By: Ralph G. Smith and Daniel Smith

The civil law system in most countries of Latin America is derived, basically, from the ancient Roman law, which had its beginning in 450 B.C., when the XII Tables were published in Rome. The Justinian Code, which was promulgated in 533 A.D., was a massive effort to recodify and resolve conflicts which had grown into the law in the 980 years of its existence up until that time. The Roman Law was, as the centuries rolled by, influenced by the Canon Law, and was received, changed and augmented through the centuries by the various regions subject to its influence. Deficiencies and abuses became evident as the years went by, particularly with regard to the criminal procedures. By the mid-Eighteenth Century there were many cries for reform. In 1764 what was to become “the most influential work on criminal procedure in Western history” was published. The book was Cesare Beccaria’s Of Crimes and Punishments. Beccaria started with two propositions that are the foundation blocks of the civil law: Nullum crimen sine lege and Nulla poena sine lege. He meant by this that no act can be a crime unless it is proscribed by a law, and no punishment can be imposed unless it is so set forth. This may seem to be elementary in this day and age, but not so when the book was published. Under feudal systems, the law was what the prince said it was, and little regard for human rights existed.

Beccaria set forth very convincing arguments against, among other things, torture, the death penalty, and, to strike a modern note, judicial interpretation of laws which resulted in judicial legislation. Consider the following:

“Nothing can be more dangerous than the popular axiom that it is necessary to consult the spirit of the laws. It is a dam that has given way to a torrent of opinions…. Each man has his own point of view, and, at each different time, a different one. Thus the ‘spirit’ of the law would be the product of a judge’s good or bad logic, of his good or bad digestion; it would depend on the violence of his passions, on the weakness of the accused, on the judge’s connections with him, and on all those minute factors that alter the appearances of an object in the fluctuating mind of man. Thus we see the lot of a citizen subjected to frequent changes in passing through different courts, and we see the lives of poor wretches become the victims of the false ratiocinations or of the momentary seething ill-humors of a judge who mistakes for a legitimate interpretation that vague product of the jumbled series of notions which his mind stirs up. Thus we see the same crimes differently punished at different times by the same court, for having consulted not the constant fixed voice of the law but the erring instability of interpretation.”

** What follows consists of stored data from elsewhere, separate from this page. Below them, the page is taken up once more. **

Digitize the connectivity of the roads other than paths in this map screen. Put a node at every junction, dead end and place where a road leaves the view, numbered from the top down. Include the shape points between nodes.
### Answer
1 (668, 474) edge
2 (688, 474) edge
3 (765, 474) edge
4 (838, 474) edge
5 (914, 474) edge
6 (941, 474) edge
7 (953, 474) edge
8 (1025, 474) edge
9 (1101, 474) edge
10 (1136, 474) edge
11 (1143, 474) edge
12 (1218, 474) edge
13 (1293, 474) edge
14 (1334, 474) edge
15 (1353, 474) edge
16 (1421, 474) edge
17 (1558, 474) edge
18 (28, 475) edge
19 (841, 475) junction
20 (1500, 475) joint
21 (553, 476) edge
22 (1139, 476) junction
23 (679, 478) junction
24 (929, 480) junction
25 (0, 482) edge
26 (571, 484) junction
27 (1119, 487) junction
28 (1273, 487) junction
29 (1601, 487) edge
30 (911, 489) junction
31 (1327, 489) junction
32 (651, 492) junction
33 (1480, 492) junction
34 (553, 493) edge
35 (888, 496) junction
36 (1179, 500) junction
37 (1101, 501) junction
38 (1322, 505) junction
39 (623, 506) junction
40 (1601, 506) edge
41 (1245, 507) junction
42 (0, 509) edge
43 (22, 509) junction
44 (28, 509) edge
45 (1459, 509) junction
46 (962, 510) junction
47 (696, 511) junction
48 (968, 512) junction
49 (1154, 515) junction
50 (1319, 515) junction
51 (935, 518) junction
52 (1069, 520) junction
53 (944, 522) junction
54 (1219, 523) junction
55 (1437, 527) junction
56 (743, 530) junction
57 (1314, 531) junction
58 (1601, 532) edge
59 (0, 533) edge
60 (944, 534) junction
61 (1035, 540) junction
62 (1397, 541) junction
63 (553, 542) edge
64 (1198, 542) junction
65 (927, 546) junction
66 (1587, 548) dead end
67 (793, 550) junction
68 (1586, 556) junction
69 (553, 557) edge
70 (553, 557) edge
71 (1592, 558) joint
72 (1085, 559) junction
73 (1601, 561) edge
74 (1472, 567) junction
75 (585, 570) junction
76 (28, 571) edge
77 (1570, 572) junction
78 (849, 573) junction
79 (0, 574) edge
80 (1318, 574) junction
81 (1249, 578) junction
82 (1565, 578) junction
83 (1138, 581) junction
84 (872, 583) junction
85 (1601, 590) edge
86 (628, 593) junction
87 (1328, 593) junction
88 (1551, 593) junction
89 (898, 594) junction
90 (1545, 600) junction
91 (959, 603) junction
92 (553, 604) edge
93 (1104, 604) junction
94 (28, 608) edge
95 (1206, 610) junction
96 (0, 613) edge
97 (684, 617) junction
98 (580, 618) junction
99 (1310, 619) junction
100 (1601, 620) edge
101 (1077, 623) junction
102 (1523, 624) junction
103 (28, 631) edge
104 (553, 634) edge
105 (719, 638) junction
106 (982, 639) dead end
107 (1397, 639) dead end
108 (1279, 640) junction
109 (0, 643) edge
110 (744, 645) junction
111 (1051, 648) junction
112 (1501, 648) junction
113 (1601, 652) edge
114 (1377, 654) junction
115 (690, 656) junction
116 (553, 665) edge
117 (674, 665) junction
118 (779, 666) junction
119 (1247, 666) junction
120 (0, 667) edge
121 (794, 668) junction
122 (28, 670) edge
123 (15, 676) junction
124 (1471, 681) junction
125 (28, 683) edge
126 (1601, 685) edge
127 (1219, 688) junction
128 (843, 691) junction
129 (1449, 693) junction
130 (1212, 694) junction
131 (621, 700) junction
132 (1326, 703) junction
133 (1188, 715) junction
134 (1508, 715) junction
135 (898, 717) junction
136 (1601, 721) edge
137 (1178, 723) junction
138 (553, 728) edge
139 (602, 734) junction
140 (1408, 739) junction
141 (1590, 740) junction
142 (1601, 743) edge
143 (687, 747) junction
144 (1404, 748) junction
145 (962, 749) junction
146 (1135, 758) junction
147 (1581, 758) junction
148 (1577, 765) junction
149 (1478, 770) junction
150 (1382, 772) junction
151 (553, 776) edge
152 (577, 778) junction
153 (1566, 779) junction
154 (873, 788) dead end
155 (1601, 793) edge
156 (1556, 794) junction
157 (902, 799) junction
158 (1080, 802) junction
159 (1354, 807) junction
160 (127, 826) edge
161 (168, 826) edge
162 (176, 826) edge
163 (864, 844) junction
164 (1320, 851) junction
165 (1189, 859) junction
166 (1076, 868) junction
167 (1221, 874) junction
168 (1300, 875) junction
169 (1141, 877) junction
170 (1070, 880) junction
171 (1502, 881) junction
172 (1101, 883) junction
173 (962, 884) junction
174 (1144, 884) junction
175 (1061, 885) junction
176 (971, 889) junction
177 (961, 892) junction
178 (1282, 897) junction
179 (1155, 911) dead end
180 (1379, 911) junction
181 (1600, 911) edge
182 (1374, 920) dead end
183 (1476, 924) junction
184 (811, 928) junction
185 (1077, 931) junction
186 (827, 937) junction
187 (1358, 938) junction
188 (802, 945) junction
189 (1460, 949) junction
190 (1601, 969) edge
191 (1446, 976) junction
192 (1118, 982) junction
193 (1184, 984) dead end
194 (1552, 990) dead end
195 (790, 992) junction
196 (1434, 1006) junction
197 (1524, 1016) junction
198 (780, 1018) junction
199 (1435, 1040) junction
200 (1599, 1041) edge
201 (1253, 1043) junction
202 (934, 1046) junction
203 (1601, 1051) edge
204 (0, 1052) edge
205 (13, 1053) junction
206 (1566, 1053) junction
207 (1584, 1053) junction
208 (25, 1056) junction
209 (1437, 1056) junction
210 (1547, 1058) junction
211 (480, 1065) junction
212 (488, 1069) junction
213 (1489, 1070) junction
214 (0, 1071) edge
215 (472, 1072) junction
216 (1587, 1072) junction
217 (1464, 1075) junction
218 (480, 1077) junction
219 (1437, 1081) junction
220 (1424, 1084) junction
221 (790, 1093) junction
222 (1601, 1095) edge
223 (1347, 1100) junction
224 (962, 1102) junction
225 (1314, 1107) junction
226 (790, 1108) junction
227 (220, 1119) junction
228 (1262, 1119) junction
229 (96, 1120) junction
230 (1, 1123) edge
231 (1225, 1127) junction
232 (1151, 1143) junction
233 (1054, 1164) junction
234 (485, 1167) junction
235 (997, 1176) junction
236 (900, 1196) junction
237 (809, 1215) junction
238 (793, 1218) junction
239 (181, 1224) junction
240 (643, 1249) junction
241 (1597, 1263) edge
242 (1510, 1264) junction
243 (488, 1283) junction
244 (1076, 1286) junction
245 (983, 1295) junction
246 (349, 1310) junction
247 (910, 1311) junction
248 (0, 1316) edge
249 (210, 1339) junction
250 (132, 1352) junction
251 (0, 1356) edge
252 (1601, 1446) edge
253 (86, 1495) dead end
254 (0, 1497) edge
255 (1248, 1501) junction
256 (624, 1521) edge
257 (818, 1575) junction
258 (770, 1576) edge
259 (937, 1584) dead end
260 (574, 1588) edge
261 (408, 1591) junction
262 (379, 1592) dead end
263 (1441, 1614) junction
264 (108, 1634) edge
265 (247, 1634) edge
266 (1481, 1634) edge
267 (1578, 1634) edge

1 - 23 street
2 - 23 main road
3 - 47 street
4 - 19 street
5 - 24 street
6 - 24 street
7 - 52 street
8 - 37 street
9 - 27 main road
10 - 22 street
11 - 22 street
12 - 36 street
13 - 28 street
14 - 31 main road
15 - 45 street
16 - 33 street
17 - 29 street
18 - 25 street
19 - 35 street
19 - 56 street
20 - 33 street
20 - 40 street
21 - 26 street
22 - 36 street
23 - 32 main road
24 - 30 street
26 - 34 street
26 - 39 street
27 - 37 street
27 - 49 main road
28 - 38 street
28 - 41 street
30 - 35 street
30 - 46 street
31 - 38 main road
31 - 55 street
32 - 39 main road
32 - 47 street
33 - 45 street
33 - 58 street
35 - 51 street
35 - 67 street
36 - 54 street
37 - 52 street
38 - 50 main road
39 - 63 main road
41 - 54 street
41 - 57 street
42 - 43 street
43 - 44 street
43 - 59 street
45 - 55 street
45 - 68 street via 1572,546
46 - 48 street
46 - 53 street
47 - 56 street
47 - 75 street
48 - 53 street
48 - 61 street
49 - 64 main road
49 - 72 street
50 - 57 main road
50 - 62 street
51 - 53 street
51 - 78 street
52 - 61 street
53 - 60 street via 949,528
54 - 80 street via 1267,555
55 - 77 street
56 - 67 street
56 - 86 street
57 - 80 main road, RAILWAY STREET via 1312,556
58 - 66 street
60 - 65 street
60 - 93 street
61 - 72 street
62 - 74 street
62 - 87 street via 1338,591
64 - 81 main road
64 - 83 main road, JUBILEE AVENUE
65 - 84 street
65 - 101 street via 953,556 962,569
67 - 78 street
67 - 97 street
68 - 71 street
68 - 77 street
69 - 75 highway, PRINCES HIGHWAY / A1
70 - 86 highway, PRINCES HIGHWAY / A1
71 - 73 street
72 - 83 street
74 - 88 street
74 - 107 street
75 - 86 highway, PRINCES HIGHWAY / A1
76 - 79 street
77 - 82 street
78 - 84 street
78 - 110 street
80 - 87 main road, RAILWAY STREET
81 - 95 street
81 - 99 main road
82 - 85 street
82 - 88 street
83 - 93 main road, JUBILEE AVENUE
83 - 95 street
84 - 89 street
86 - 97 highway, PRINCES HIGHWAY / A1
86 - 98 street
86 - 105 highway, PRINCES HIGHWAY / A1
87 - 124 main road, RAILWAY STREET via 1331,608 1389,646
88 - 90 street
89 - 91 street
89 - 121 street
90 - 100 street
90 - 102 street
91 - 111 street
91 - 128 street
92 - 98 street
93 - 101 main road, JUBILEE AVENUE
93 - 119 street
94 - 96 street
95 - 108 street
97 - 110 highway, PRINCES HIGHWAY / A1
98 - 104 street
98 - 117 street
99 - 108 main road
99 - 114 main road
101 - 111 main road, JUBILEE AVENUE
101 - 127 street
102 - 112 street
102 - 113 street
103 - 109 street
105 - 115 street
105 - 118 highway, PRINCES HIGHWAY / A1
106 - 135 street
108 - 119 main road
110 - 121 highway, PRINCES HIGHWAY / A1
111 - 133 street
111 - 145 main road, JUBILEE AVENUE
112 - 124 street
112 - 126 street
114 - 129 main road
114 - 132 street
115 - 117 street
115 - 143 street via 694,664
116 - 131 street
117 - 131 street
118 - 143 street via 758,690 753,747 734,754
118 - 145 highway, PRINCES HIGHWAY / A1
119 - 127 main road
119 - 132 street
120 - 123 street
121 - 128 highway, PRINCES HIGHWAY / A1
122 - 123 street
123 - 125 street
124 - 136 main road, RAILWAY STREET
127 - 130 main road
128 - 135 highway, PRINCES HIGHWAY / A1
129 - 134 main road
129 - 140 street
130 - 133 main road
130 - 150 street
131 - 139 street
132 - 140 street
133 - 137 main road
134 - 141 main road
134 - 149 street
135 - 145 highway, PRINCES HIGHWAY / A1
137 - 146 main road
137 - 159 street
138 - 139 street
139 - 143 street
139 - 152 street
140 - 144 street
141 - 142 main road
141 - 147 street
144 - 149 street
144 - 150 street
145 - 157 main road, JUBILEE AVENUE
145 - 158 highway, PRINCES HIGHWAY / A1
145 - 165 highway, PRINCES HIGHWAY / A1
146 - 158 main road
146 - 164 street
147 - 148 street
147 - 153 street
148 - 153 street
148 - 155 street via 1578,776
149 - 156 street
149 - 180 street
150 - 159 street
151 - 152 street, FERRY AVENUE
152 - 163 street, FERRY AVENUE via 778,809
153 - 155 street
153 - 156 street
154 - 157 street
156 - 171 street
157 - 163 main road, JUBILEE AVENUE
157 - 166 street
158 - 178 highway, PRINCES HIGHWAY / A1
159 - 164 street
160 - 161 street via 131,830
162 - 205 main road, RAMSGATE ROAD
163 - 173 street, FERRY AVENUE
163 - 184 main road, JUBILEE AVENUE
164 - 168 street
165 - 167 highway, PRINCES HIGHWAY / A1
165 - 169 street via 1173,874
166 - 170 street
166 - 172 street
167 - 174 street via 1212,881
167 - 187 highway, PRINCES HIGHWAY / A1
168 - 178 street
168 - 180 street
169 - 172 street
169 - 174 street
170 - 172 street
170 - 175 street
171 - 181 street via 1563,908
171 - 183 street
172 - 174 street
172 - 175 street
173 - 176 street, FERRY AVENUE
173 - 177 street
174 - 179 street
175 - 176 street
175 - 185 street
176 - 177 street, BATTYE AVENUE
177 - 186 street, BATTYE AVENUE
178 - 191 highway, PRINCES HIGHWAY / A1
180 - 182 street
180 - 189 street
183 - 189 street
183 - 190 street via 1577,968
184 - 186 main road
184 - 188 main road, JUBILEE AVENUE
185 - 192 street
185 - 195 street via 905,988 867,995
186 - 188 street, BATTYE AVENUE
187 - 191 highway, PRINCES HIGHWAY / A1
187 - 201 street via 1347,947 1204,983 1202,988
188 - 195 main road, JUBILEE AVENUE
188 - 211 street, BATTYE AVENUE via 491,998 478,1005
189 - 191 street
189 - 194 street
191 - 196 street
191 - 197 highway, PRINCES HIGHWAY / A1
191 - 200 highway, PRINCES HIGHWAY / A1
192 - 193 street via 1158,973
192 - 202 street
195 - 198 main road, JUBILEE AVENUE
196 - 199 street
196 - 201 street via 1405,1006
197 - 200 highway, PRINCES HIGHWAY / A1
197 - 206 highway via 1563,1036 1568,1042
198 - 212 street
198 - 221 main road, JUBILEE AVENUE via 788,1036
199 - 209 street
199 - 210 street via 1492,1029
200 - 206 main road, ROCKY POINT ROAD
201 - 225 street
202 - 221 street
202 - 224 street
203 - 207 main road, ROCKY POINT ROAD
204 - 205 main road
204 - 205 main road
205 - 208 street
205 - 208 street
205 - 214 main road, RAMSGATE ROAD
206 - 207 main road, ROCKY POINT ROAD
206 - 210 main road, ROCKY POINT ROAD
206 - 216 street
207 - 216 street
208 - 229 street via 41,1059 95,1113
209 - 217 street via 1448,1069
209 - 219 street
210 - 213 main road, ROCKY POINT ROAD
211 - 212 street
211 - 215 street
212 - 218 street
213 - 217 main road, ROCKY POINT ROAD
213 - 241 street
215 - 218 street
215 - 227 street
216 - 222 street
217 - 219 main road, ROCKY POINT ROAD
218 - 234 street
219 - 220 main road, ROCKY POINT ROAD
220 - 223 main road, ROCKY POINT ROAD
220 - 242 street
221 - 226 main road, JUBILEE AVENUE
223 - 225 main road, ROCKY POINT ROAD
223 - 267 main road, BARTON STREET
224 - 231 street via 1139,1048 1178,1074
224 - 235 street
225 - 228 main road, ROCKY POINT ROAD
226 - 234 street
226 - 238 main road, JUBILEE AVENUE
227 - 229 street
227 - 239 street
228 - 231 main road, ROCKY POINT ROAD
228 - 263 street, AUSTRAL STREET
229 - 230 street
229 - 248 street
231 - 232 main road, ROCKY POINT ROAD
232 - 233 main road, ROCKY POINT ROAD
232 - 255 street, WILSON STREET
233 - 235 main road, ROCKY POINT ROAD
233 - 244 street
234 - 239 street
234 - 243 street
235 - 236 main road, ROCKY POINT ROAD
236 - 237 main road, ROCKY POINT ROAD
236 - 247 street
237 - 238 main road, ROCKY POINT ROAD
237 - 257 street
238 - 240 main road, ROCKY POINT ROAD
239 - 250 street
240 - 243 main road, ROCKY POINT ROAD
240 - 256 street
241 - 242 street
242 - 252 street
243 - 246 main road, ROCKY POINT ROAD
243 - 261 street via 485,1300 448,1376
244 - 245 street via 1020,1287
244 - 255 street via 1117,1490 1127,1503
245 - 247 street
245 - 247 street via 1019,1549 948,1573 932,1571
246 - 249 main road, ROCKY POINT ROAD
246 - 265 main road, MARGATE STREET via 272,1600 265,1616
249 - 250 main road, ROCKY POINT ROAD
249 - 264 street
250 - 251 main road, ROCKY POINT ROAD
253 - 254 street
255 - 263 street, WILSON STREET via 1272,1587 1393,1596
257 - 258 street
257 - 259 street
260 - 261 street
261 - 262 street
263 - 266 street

Beccaria’s treatise emphasizes the basic premise of the civil law system, which, though diluted somewhat, is still very much evident today. That premise is that only the legislative body “who represents the entire society united by the social contract” can promulgate laws, and, as a sub-premise, only the legislature can prescribe penalties for the violation of those laws.

The implementation of these pronouncements logically results in reducing the authority of the judge to a finder of facts who determines into which “box” a supposedly criminal action fits. If the legislature has provided no such box, the act is not a crime; if a box is found, then the judge need only look at its label to determine the exact punishment.

After Beccaria’s book came, the French Revolution, in which the reforms were attempted with, literally, a vengeance. French judges had been powerful individuals, interpreting the law as they saw fit. Judges were nothing more than tools of the oligarchy, and judgeships were actually regarded as property, which could be bought and sold and passed to one’s heirs as any other chattel.

The revolutionary reaction was to drastically curtail the role of the judge. The French for a time tried to institute a legal system patterned after the English common law, including the jury system. This was, incidentally, the first time juries had been used in continental courts. The transplant failed to take, but what was left contained mixed elements of both the old and the new.

Then came Napoleon, and in 1804, the Code Napoleon, the monumental effort which is the basis of most legal systems in Latin America. It attempted to do just what Beccaria had in mind, and, for better or for worse; it reduced the function of the judge to something akin to an administrative clerk. The viability of the Code Napoleon is a tribute to the lawyers who worked on it and complete

it within the very short time given them by the Emperor. Although attempts have been made to revise it completely the basic structure of the Code Napoleon retains its original form, the Code having been altered in piecemeal fashion to meet modern problems.

As may be seen from the foregoing outline, the civil law system is not something “off the wall” and inherently strange, as we common law lawyers sometimes might think from the little knowledge we have of it. The fact is that the roots of this system were established and working under written law at a time when the progenitors of the common law were still conducting trial by battle, by ordeal and the like.